Problem details: Out of the records below, copy all lines in which the word "Quick" occurs.

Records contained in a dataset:
╭──
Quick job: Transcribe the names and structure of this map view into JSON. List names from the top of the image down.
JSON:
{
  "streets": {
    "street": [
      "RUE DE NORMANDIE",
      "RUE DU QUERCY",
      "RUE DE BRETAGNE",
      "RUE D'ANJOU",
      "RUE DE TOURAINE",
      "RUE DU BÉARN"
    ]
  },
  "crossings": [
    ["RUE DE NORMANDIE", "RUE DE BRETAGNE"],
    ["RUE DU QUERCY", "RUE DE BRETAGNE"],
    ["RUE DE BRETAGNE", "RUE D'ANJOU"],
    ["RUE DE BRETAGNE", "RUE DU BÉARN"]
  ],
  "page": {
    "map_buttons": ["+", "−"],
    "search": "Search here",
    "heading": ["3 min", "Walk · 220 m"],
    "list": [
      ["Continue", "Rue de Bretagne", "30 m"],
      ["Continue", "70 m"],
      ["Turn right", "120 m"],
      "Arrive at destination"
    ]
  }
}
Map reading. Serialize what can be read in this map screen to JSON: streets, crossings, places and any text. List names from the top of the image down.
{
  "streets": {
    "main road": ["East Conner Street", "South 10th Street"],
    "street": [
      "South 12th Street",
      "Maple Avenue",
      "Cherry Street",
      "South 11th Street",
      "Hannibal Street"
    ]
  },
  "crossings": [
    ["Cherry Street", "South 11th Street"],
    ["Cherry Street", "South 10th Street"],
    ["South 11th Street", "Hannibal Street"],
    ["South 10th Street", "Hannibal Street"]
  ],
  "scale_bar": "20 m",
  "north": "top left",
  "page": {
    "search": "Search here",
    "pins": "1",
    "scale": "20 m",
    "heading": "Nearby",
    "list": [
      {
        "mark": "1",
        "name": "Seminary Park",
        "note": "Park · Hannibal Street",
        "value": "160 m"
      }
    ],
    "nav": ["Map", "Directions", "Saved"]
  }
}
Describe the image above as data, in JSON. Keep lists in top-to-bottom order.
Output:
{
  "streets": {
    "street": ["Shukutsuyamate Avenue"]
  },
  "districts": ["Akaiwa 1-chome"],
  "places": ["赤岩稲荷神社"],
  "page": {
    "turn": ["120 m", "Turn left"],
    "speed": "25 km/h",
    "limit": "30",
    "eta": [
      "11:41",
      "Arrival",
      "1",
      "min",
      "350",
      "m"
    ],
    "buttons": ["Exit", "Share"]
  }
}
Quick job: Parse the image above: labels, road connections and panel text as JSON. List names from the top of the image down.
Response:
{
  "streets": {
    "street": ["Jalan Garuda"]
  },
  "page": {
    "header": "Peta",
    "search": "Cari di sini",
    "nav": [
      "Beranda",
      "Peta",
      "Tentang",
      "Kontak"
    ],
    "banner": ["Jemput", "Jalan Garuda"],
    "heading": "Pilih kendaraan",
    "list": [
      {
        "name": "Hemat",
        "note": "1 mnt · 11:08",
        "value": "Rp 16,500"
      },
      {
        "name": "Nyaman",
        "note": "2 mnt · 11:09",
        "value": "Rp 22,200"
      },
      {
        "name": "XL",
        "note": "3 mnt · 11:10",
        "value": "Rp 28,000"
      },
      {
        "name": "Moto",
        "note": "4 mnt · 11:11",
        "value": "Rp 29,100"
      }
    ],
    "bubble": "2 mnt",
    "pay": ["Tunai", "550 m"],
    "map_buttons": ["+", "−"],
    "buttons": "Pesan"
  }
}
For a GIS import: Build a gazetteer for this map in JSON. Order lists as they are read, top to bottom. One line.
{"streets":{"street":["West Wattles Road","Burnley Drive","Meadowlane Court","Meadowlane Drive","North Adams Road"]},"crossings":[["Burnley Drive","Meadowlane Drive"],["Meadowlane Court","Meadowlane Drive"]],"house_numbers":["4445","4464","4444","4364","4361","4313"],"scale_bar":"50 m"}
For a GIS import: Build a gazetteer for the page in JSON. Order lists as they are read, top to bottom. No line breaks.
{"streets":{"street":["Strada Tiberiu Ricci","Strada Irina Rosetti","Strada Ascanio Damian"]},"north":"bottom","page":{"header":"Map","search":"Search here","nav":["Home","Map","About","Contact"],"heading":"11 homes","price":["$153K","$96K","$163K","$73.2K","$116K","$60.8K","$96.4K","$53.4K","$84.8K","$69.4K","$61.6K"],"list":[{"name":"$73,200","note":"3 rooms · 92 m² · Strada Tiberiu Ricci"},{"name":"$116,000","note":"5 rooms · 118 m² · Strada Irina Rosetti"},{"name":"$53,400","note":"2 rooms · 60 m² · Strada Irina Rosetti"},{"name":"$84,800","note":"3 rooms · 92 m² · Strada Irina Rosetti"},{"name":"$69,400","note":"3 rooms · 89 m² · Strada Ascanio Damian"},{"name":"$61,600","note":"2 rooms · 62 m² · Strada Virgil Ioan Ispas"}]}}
╰──
Result:
Quick job: Transcribe the names and structure of this map view into JSON. List names from the top of the image down.
Quick job: Parse the image above: labels, road connections and panel text as JSON. List names from the top of the image down.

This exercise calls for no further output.